Contact resistivity and current flow path at metal/graphene contact

TL;DR

This study investigates the contact resistivity and current flow paths at metal/graphene interfaces, revealing edge-dominant conduction and providing measurements crucial for miniaturized graphene transistors.

Contribution

It introduces a detailed analysis of current flow transition from edge to area conduction and measures contact resistivity using the cross-bridge Kelvin structure.

Findings

Current preferentially enters graphene at the contact edge.

Transition from edge to area conduction occurs at contact lengths shorter than ~1 micron.

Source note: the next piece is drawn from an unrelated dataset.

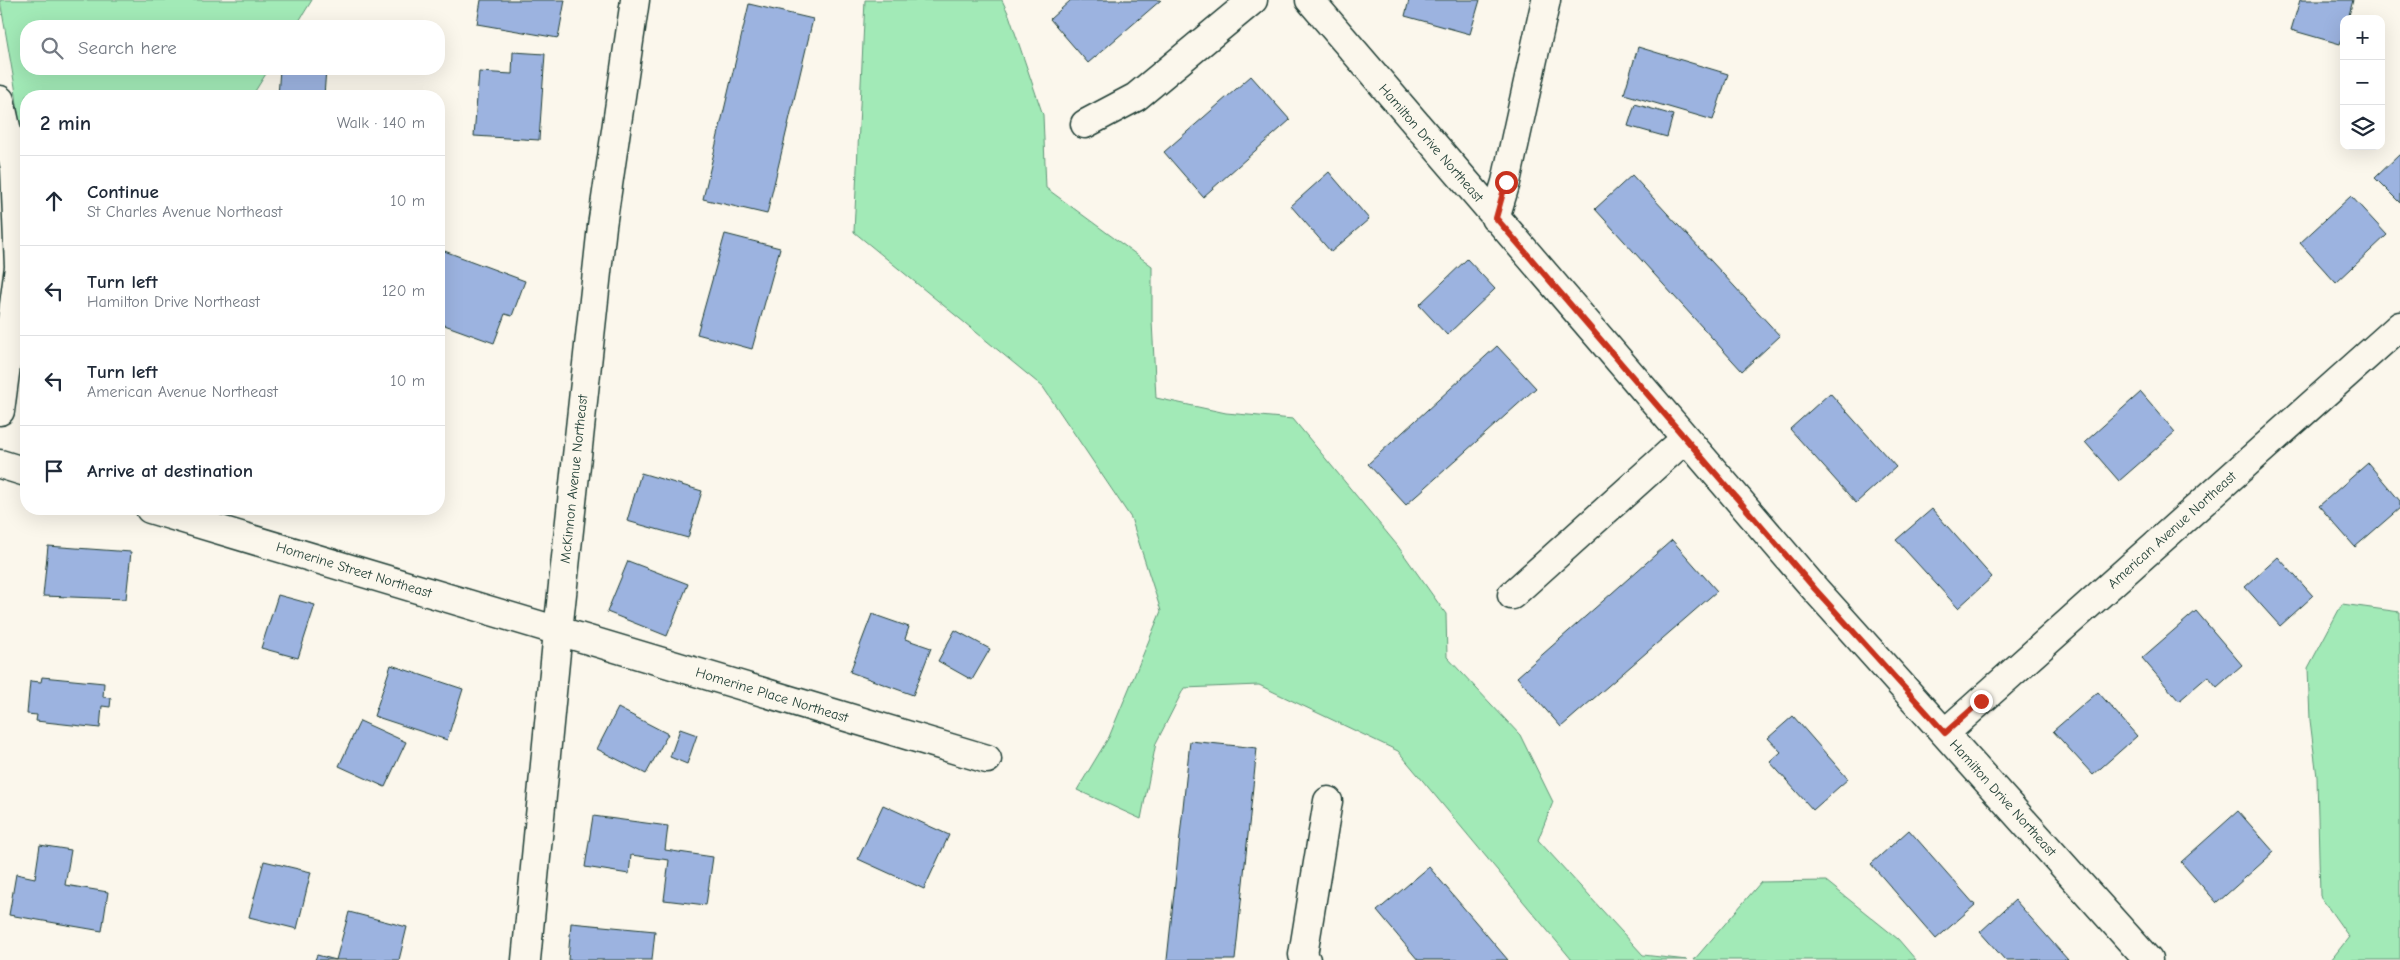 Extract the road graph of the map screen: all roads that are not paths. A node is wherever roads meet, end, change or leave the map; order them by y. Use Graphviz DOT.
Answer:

Measured contact resistivity for Ni is approximately 5×10⁻⁶ Ohm·cm².

Abstract

The contact properties between metal and graphene were examined. The electrical measurement on a multiprobe device with different contact areas revealed that the current flow preferentially entered graphene at the edge of the contact metal. The analysis using the cross-bridge Kelvin structure (CBK) suggested that a transition from the edge conduction to area conduction occurred for a contact length shorter than the transfer length of ~1 micron. The contact resistivity for Ni was measured as ~5*10-6 Ohmcm2 using the CBK. A simple calculation suggests that a contact resistivity less than 10-9 Ohmcm2 is required for miniaturized graphene field effect transistors.